**Data to examine**
+===+

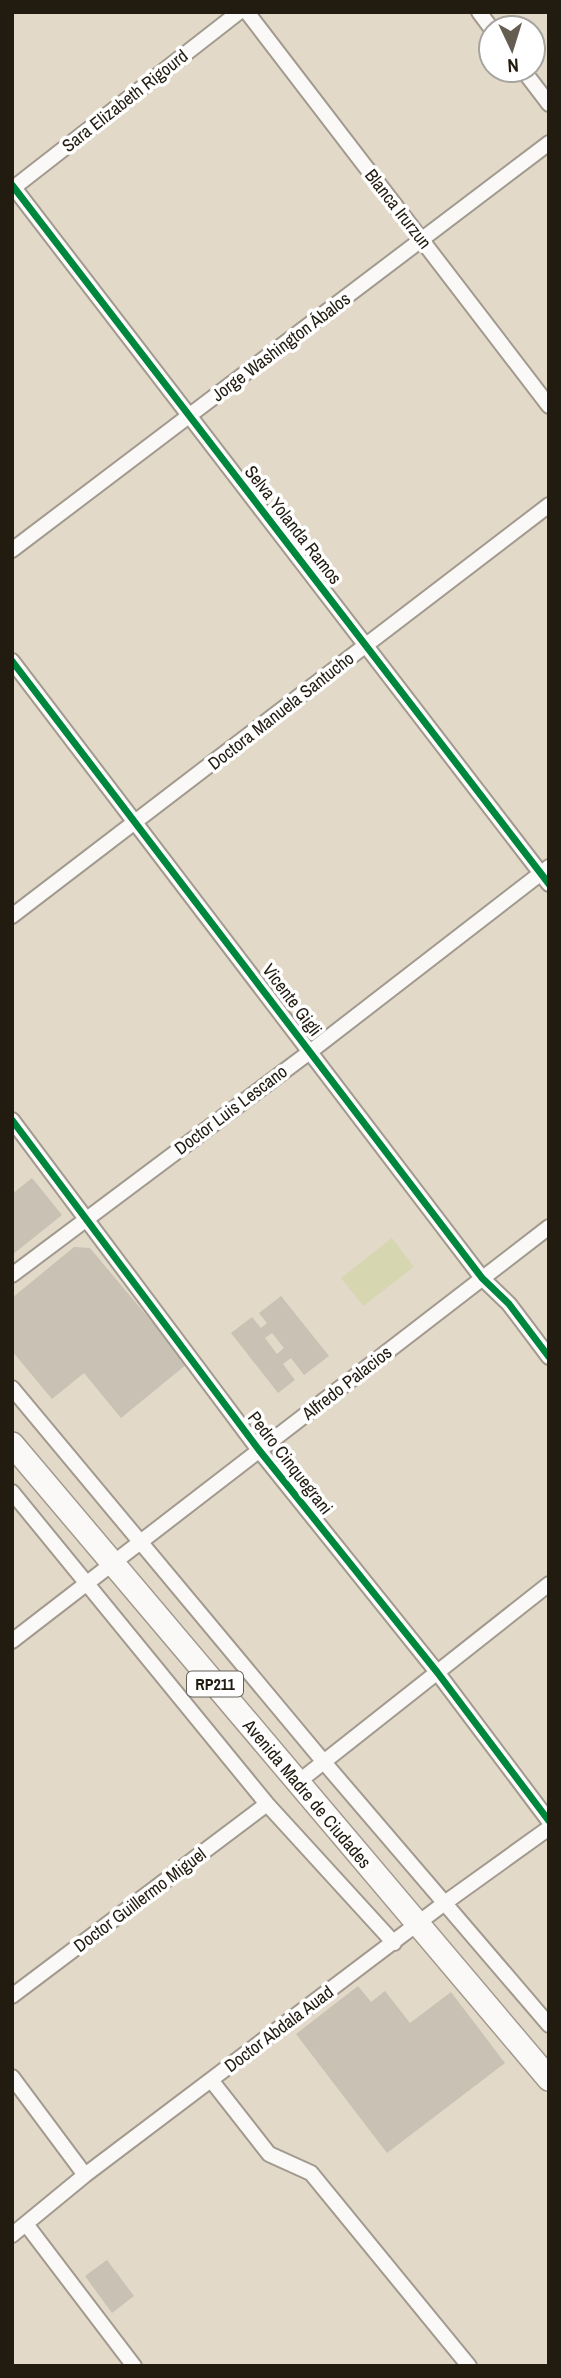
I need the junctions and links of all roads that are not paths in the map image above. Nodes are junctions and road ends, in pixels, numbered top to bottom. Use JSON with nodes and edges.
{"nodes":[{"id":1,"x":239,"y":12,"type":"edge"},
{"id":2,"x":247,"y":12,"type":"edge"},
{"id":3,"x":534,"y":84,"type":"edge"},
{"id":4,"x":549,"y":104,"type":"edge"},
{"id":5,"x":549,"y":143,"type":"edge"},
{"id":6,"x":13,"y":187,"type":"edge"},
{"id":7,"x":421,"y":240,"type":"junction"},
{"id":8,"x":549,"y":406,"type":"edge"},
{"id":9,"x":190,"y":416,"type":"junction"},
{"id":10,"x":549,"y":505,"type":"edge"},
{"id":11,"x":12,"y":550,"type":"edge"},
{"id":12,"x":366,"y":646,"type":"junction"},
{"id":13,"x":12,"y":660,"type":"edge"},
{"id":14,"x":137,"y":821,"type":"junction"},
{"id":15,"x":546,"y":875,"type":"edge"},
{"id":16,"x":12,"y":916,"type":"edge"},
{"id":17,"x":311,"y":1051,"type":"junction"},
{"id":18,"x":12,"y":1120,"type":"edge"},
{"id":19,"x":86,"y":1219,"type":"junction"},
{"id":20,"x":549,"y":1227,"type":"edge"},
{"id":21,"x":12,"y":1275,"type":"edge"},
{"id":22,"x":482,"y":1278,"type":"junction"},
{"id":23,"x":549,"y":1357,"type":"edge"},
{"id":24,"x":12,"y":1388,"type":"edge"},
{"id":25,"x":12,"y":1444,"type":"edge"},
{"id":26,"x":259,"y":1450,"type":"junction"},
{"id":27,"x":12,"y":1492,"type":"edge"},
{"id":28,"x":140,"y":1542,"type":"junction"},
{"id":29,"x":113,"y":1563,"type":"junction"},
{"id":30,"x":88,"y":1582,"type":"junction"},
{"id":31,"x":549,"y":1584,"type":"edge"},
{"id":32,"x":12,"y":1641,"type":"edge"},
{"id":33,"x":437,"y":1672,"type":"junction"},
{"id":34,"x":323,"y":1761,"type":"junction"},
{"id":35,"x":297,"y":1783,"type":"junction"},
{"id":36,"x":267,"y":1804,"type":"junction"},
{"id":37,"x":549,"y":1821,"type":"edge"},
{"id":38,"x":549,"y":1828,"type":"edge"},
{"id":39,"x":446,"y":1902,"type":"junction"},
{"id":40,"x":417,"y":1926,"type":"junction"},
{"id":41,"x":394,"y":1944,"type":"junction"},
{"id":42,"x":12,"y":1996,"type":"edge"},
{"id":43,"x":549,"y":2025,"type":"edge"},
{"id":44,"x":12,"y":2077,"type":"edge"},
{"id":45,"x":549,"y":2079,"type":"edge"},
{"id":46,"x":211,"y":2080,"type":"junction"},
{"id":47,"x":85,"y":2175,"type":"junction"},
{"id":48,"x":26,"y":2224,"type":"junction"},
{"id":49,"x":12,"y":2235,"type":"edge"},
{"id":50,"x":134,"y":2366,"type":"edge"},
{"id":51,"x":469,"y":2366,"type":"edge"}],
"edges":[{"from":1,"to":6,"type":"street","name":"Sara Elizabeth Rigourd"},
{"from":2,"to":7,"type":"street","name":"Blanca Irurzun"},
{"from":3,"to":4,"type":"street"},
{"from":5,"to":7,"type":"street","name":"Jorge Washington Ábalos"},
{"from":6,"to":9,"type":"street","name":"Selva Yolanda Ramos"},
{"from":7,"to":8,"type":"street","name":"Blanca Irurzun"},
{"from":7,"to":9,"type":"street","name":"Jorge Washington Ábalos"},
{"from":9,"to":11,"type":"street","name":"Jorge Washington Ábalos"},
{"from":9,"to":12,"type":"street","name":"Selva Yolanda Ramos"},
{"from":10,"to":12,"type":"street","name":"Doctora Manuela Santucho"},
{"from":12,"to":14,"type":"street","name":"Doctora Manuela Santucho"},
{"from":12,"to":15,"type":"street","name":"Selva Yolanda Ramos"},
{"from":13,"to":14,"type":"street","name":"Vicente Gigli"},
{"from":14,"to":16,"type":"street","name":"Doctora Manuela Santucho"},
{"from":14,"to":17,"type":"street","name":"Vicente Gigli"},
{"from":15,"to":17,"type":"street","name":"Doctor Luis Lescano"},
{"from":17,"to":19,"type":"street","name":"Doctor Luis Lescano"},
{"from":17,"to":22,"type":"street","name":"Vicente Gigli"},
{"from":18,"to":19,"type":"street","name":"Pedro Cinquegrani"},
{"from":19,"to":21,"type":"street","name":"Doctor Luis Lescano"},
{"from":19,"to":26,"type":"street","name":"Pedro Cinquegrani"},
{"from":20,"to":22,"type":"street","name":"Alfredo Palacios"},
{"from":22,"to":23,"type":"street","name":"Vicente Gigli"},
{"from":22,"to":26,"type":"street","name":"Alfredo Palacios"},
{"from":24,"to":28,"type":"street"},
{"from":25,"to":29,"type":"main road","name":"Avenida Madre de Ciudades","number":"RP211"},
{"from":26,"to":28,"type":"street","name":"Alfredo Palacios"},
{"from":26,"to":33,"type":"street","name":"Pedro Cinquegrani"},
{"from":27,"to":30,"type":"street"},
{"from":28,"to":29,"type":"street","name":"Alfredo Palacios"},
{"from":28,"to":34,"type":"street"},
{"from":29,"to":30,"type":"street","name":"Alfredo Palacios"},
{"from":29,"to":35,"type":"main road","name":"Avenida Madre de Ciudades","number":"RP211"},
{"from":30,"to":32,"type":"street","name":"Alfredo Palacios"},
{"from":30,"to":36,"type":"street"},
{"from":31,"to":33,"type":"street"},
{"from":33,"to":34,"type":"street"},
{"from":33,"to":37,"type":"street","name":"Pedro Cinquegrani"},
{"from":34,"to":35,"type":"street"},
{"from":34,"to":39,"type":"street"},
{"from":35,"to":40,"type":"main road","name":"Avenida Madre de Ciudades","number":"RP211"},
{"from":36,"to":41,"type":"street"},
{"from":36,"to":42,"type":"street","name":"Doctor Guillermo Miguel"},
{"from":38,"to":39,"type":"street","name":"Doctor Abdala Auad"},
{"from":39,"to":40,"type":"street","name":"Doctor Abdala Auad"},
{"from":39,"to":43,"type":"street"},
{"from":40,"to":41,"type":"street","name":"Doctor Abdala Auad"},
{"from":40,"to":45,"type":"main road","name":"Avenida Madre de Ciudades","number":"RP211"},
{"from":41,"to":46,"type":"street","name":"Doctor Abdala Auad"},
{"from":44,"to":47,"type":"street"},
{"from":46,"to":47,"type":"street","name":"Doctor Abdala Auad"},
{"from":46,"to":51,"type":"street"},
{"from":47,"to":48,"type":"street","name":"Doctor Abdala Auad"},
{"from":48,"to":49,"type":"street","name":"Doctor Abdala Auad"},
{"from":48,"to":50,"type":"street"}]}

+===+

**Prompt**
Return every entry above word for word, leaving pictures out.

**Your solution**
I need the junctions and links of all roads that are not paths in the map image above. Nodes are junctions and road ends, in pixels, numbered top to bottom. Use JSON with nodes and edges.
{"nodes":[{"id":1,"x":239,"y":12,"type":"edge"},
{"id":2,"x":247,"y":12,"type":"edge"},
{"id":3,"x":534,"y":84,"type":"edge"},
{"id":4,"x":549,"y":104,"type":"edge"},
{"id":5,"x":549,"y":143,"type":"edge"},
{"id":6,"x":13,"y":187,"type":"edge"},
{"id":7,"x":421,"y":240,"type":"junction"},
{"id":8,"x":549,"y":406,"type":"edge"},
{"id":9,"x":190,"y":416,"type":"junction"},
{"id":10,"x":549,"y":505,"type":"edge"},
{"id":11,"x":12,"y":550,"type":"edge"},
{"id":12,"x":366,"y":646,"type":"junction"},
{"id":13,"x":12,"y":660,"type":"edge"},
{"id":14,"x":137,"y":821,"type":"junction"},
{"id":15,"x":546,"y":875,"type":"edge"},
{"id":16,"x":12,"y":916,"type":"edge"},
{"id":17,"x":311,"y":1051,"type":"junction"},
{"id":18,"x":12,"y":1120,"type":"edge"},
{"id":19,"x":86,"y":1219,"type":"junction"},
{"id":20,"x":549,"y":1227,"type":"edge"},
{"id":21,"x":12,"y":1275,"type":"edge"},
{"id":22,"x":482,"y":1278,"type":"junction"},
{"id":23,"x":549,"y":1357,"type":"edge"},
{"id":24,"x":12,"y":1388,"type":"edge"},
{"id":25,"x":12,"y":1444,"type":"edge"},
{"id":26,"x":259,"y":1450,"type":"junction"},
{"id":27,"x":12,"y":1492,"type":"edge"},
{"id":28,"x":140,"y":1542,"type":"junction"},
{"id":29,"x":113,"y":1563,"type":"junction"},
{"id":30,"x":88,"y":1582,"type":"junction"},
{"id":31,"x":549,"y":1584,"type":"edge"},
{"id":32,"x":12,"y":1641,"type":"edge"},
{"id":33,"x":437,"y":1672,"type":"junction"},
{"id":34,"x":323,"y":1761,"type":"junction"},
{"id":35,"x":297,"y":1783,"type":"junction"},
{"id":36,"x":267,"y":1804,"type":"junction"},
{"id":37,"x":549,"y":1821,"type":"edge"},
{"id":38,"x":549,"y":1828,"type":"edge"},
{"id":39,"x":446,"y":1902,"type":"junction"},
{"id":40,"x":417,"y":1926,"type":"junction"},
{"id":41,"x":394,"y":1944,"type":"junction"},
{"id":42,"x":12,"y":1996,"type":"edge"},
{"id":43,"x":549,"y":2025,"type":"edge"},
{"id":44,"x":12,"y":2077,"type":"edge"},
{"id":45,"x":549,"y":2079,"type":"edge"},
{"id":46,"x":211,"y":2080,"type":"junction"},
{"id":47,"x":85,"y":2175,"type":"junction"},
{"id":48,"x":26,"y":2224,"type":"junction"},
{"id":49,"x":12,"y":2235,"type":"edge"},
{"id":50,"x":134,"y":2366,"type":"edge"},
{"id":51,"x":469,"y":2366,"type":"edge"}],
"edges":[{"from":1,"to":6,"type":"street","name":"Sara Elizabeth Rigourd"},
{"from":2,"to":7,"type":"street","name":"Blanca Irurzun"},
{"from":3,"to":4,"type":"street"},
{"from":5,"to":7,"type":"street","name":"Jorge Washington Ábalos"},
{"from":6,"to":9,"type":"street","name":"Selva Yolanda Ramos"},
{"from":7,"to":8,"type":"street","name":"Blanca Irurzun"},
{"from":7,"to":9,"type":"street","name":"Jorge Washington Ábalos"},
{"from":9,"to":11,"type":"street","name":"Jorge Washington Ábalos"},
{"from":9,"to":12,"type":"street","name":"Selva Yolanda Ramos"},
{"from":10,"to":12,"type":"street","name":"Doctora Manuela Santucho"},
{"from":12,"to":14,"type":"street","name":"Doctora Manuela Santucho"},
{"from":12,"to":15,"type":"street","name":"Selva Yolanda Ramos"},
{"from":13,"to":14,"type":"street","name":"Vicente Gigli"},
{"from":14,"to":16,"type":"street","name":"Doctora Manuela Santucho"},
{"from":14,"to":17,"type":"street","name":"Vicente Gigli"},
{"from":15,"to":17,"type":"street","name":"Doctor Luis Lescano"},
{"from":17,"to":19,"type":"street","name":"Doctor Luis Lescano"},
{"from":17,"to":22,"type":"street","name":"Vicente Gigli"},
{"from":18,"to":19,"type":"street","name":"Pedro Cinquegrani"},
{"from":19,"to":21,"type":"street","name":"Doctor Luis Lescano"},
{"from":19,"to":26,"type":"street","name":"Pedro Cinquegrani"},
{"from":20,"to":22,"type":"street","name":"Alfredo Palacios"},
{"from":22,"to":23,"type":"street","name":"Vicente Gigli"},
{"from":22,"to":26,"type":"street","name":"Alfredo Palacios"},
{"from":24,"to":28,"type":"street"},
{"from":25,"to":29,"type":"main road","name":"Avenida Madre de Ciudades","number":"RP211"},
{"from":26,"to":28,"type":"street","name":"Alfredo Palacios"},
{"from":26,"to":33,"type":"street","name":"Pedro Cinquegrani"},
{"from":27,"to":30,"type":"street"},
{"from":28,"to":29,"type":"street","name":"Alfredo Palacios"},
{"from":28,"to":34,"type":"street"},
{"from":29,"to":30,"type":"street","name":"Alfredo Palacios"},
{"from":29,"to":35,"type":"main road","name":"Avenida Madre de Ciudades","number":"RP211"},
{"from":30,"to":32,"type":"street","name":"Alfredo Palacios"},
{"from":30,"to":36,"type":"street"},
{"from":31,"to":33,"type":"street"},
{"from":33,"to":34,"type":"street"},
{"from":33,"to":37,"type":"street","name":"Pedro Cinquegrani"},
{"from":34,"to":35,"type":"street"},
{"from":34,"to":39,"type":"street"},
{"from":35,"to":40,"type":"main road","name":"Avenida Madre de Ciudades","number":"RP211"},
{"from":36,"to":41,"type":"street"},
{"from":36,"to":42,"type":"street","name":"Doctor Guillermo Miguel"},
{"from":38,"to":39,"type":"street","name":"Doctor Abdala Auad"},
{"from":39,"to":40,"type":"street","name":"Doctor Abdala Auad"},
{"from":39,"to":43,"type":"street"},
{"from":40,"to":41,"type":"street","name":"Doctor Abdala Auad"},
{"from":40,"to":45,"type":"main road","name":"Avenida Madre de Ciudades","number":"RP211"},
{"from":41,"to":46,"type":"street","name":"Doctor Abdala Auad"},
{"from":44,"to":47,"type":"street"},
{"from":46,"to":47,"type":"street","name":"Doctor Abdala Auad"},
{"from":46,"to":51,"type":"street"},
{"from":47,"to":48,"type":"street","name":"Doctor Abdala Auad"},
{"from":48,"to":49,"type":"street","name":"Doctor Abdala Auad"},
{"from":48,"to":50,"type":"street"}]}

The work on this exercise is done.